When I started the Jonah study this fall, I wasn’t sure what “divine interruption” was taking place in my life. I considered that it was being single, but that’s been my life; it’s all I’ve known, hardly an “interruption”. I prayed about it and started getting to know people at my new church. It then became clear… God was telling me that I need to be who He has created me to be, all of the time, to everyone!
I always considered myself to be “real” and “open”, but I became aware that I was afraid to show the “world” that I was a completely sold-out Jesus freak, and afraid to share my story with Christians who seemed to have it all together. In other words, I was “real” and “open” when it was safe, but mostly afraid to completely step out of the box to glorify God and let Him work through me.
This Jonah study, along with the well timed encouragement of friends, has really helped me come out of my shell. Not only do I know God loves me and has a great plan for my life, I’m willing to let Him use me in any way He desires, even if it’s scary! This isn’t to say that I won’t have periods of self-doubt or insecurity in myself or where He’s leading me, but I am committed to follow Him wherever He leads, even if that means I have to go to Nineveh!
Usually I close with scripture, but today I want to close with a passage from my favorite children’s book, “The Velveteen Rabbit” by Margery Williams. Oh, I have always loved the words of the Skin Horse; such wisdom!! I look forward to a day where we can all be “real” and be exactly who God made us to be, without condemnation, guilt, or shame!
“Real isn’t how you are made,’ said the Skin Horse. ‘It’s a thing that happens to you. When a child loves you for a long, long time, not just to play with, but REALLY loves you, then you become Real.’
‘Does it hurt?’ asked the Rabbit.
‘Sometimes,’ said the Skin Horse, for he was always truthful. ‘When you are Real you don’t mind being hurt.’
‘Does it happen all at once, like being wound up,’ he asked, ‘or bit by bit?’

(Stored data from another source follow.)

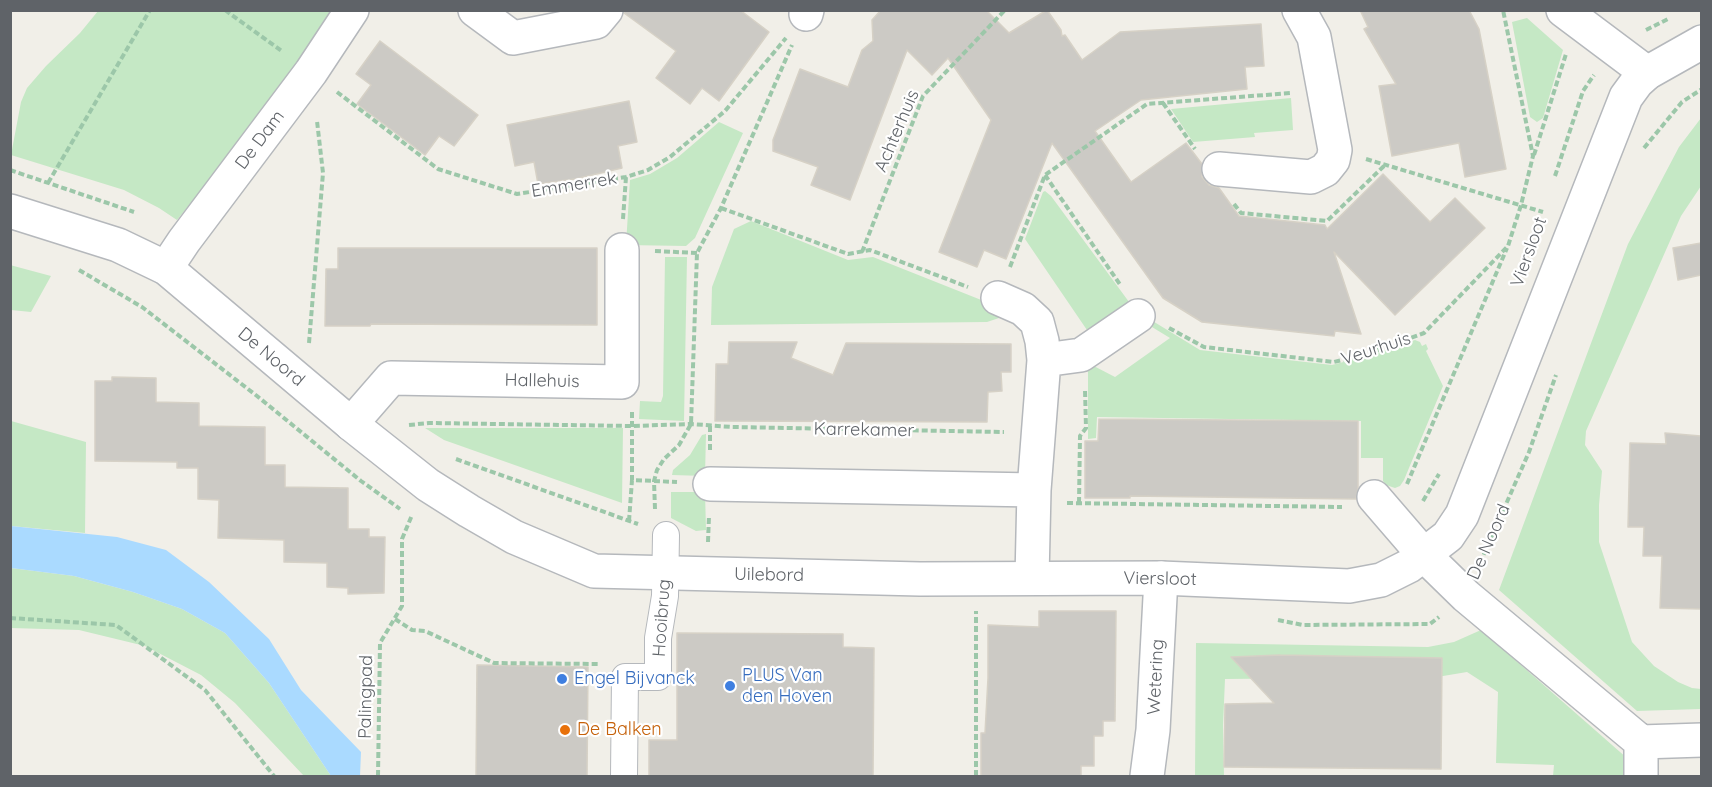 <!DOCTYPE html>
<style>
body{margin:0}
#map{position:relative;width:1712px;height:787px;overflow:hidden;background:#f1efe8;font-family:Quicksand,sans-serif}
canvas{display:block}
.frame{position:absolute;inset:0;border:12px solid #5f6368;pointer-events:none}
</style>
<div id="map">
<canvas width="1712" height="787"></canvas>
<div class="frame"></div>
</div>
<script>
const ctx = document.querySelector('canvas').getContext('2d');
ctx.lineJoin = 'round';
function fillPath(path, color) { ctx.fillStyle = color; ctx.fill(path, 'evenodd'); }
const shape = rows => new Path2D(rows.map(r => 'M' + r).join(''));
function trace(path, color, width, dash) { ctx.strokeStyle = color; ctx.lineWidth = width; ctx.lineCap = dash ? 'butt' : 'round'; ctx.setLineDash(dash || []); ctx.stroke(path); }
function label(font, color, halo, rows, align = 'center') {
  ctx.font = font + ' Quicksand,sans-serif'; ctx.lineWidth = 4.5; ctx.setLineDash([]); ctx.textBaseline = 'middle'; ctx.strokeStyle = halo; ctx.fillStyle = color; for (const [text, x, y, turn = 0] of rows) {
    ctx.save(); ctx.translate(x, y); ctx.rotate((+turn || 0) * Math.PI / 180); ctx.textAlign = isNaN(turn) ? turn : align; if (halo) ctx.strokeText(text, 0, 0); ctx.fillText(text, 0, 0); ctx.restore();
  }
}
fillPath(shape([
 [98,11,336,11,220,167,177,220,159,208,124,190,11,155,21,102,27,88,46,66,80,33],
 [1527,18,1563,50,1543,118,1537,122,1530,117,1512,22],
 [1291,98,1293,130,1254,133,1255,137,1193,142,1171,109],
 [1701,118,1701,186,1681,216,1586,431,1585,445,1602,471,1599,505,1599,542,1632,642,1654,666,1678,682,1692,688,1701,689,1701,709,1637,711,1499,590,1628,244,1679,147],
 [719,122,743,133,695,238,686,246,626,245,630,180,650,174,677,158],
 [1045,191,1051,196,1132,306,1089,333,1025,239,1043,192],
 [751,221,848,260,873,257,1014,313,987,322,711,325,712,287,734,229],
 [665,257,687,257,684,421,639,419,640,401,661,402,663,396],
 [10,265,51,276,31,312,11,310],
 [1151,320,1200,350,1332,365,1374,354,1415,340,1420,342,1422,346,1426,344,1428,349,1426,351,1443,386,1404,480,1400,486,1395,488,1386,485,1383,481,1383,458,1361,458,1361,421,1097,417,1096,438,1088,439,1088,363,1115,377,1170,338,1147,324],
 [11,421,86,442,85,533,11,526],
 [425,428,623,428,622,503,444,440],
 [706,434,705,476,672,475,673,470,690,455,702,435],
 [671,492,705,492,706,530,696,531,671,518],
 [11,568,74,576,133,592,182,609,225,633,269,683,331,776,304,776,235,703,201,675,145,646,79,630,11,628],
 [1481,630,1628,759,1629,776,1553,776,1554,765,1496,763,1498,692,1467,672,1437,677,1225,679,1223,726,1224,776,1195,776,1196,643,1428,647,1454,642]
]), '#c5e8c5');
fillPath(shape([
 [11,526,117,537,166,550,209,582,269,639,301,690,361,752,360,776,331,776,269,683,225,633,182,609,133,592,74,576,11,568]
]), '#aadaff');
const building = shape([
 [624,10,740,10,769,32,719,101,702,88,690,104,656,78,676,51,624,13,624,10],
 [881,10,986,10,1009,33,1047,10,1061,30,1062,36,1065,35,1082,60,1120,32,1261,24,1264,66,1245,67,1247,89,1141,100,1095,131,1131,182,1186,143,1202,164,1202,177,1209,185,1219,188,1239,216,1325,225,1327,229,1383,174,1430,222,1455,198,1485,228,1395,315,1334,252,1361,334,1335,331,1334,336,1202,322,1163,298,1052,143,1006,259,984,250,977,267,939,252,991,120,948,58,932,75,907,50,850,200,811,185,818,167,773,151,773,140,800,69,848,87,862,50,873,41,872,20,881,10],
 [1360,10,1469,10,1479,29,1506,169,1465,177,1459,143,1392,156,1379,86,1396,84,1364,29,1368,27,1360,10],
 [380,41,478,115,454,146,439,136,425,155,357,104,371,85,356,74,380,41],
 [629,101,637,142,618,146,622,168,575,179,538,184,534,162,515,166,507,125,629,101],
 [1701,243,1701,275,1678,280,1673,248,1701,243],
 [338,248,597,248,597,325,371,324,370,326,325,326,326,269,338,269,338,248],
 [729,342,797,342,791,358,833,375,846,343,1011,344,1011,372,1001,372,1002,391,988,392,987,422,715,421,716,364,728,364,729,342],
 [112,377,156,378,156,402,199,403,199,426,265,427,265,465,285,465,285,487,348,488,348,529,369,529,369,537,385,537,384,593,348,594,348,588,327,587,327,563,284,562,284,540,218,538,219,500,198,499,198,468,177,468,177,462,95,461,95,381,112,381,112,377],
 [1099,419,1358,421,1358,489,1356,499,1130,496,1130,498,1085,498,1085,441,1098,441,1099,419],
 [1665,433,1701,436,1701,609,1660,608,1662,556,1643,556,1644,527,1628,527,1630,443,1666,444,1665,433],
 [1039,611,1116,611,1115,721,1103,721,1103,736,1094,736,1094,766,1081,766,1081,777,981,777,981,733,985,733,988,678,988,625,1039,627,1039,611],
 [677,633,843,634,843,647,874,648,873,777,649,777,649,740,677,740,677,633],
 [1280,655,1442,658,1441,769,1224,767,1225,704,1274,703,1231,657,1280,655],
 [477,665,588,667,587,777,476,777,477,665]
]);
fillPath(building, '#cccac5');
trace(building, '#d6d1c6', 1.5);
const pedestrian = shape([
 [624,776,625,677,658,677,658,638,665,596,666,535]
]);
const minor = shape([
 [475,10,513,38,596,22,606,10],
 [1563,10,1647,73],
 [806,14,807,10],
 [1219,169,1311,177,1325,170,1333,160,1335,150,1314,37,1299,10],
 [166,268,184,241,311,72,352,10],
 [998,298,1023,309,1037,322,1042,341,1044,360,1034,490,1032,578],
 [1044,360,1081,355,1138,316],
 [351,424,391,378,622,382,622,250],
 [710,484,1034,490],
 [1374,497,1424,555,1466,596,1641,742,1702,740],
 [1641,742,1641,776],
 [1147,776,1153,730,1161,578]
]);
const tertiary = shape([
 [10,211,118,245,166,268,351,424,428,485,469,511,514,537,594,571,920,579,1161,578,1349,586,1381,580,1409,566,1448,536,1462,515,1626,97,1637,82,1647,73,1702,42]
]);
trace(pedestrian, '#b5b8bc', 28);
trace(minor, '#b5b8bc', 36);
trace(tertiary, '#b5b8bc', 36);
trace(shape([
 [225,10,283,52],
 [1646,30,1668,19],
 [337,92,438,169,517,194,626,177,648,170,670,157,725,111,786,38],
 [1163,103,1195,149],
 [1644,148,1682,102,1702,89],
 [1534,155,1566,54],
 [1366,159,1543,212],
 [10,170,134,212],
 [1045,175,1121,286],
 [1555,176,1583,91,1594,75],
 [48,183,150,10],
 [1234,204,1241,213,1327,221,1385,165],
 [721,208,848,254,870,250,968,287],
 [623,219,626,177],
 [655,251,697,253],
 [862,252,923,96,1005,10],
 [1010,267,1045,175,1147,104,1291,93],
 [79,270,142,307,257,396,361,481,400,509],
 [1169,328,1204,347,1334,362,1370,353,1424,333,1508,246,1521,205,1533,156,1503,10],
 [309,343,323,173,317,121],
 [632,412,632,480,677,482],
 [409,425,429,423,632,426,691,424,732,427,1004,432],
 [710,426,710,452],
 [456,459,638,524],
 [1407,484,1507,248],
 [1423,501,1439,474],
 [1067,503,1342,507],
 [1079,503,1080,436,1086,428,1085,389],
 [655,509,654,481,657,470,664,459,679,445,691,424,697,253,721,208,792,45],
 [1503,511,1529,452,1556,375],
 [629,521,632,480],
 [708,542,709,516],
 [1480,563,1493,534],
 [10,618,116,625,205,690,274,776],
 [395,619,412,630,425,631,494,663,598,664],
 [1278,620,1303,625,1430,624,1439,617],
 [378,776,380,643,402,606,402,539,412,515],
 [976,776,976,611]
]), '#9cc7a9', 4, [6, 3]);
trace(pedestrian, '#fff', 26);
trace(minor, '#fff', 33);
trace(tertiary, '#fff', 33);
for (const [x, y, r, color] of [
 [562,679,6,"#3f7fe0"],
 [730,686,6,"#3f7fe0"],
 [565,730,6,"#e8710a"]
]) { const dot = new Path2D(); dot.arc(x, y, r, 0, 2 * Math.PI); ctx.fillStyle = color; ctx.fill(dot); trace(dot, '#fff', 2); }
label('18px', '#5f6368', '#fff', [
 ["Achterhuis",897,131,-67],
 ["De Dam",260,140,-53],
 ["Emmerrek",574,185,-9],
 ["Viersloot",1529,252,-70],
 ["Veurhuis",1376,349,-18],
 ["De Noord",271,357,40],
 ["Hallehuis",542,381,1],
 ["Karrekamer",864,430,1],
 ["De Noord",1489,542,-66],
 ["Uilebord",769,575,1],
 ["Viersloot",1160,579,1],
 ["Hooibrug",662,618,-86],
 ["Wetering",1156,677,-87],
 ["Palingpad",366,697,-89]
]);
label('18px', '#366cbe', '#fff', [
 ["PLUS Van",742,676],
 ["den Hoven",742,697],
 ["Engel Bijvanck",574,679]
], 'left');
label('18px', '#c56008', '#fff', [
 ["De Balken",577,730]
], 'left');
</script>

‘It doesn’t happen all at once,’ said the Skin Horse. ‘You become. It takes a long time. That’s why it doesn’t happen often to people who break easily, or have sharp edges, or who have to be carefully kept. Generally, by the time you are Real, most of your hair has been loved off, and your eyes drop out and you get loose in the joints and very shabby. But these things don’t matter at all, because once you are Real you can’t be ugly, except to people who don’t understand.”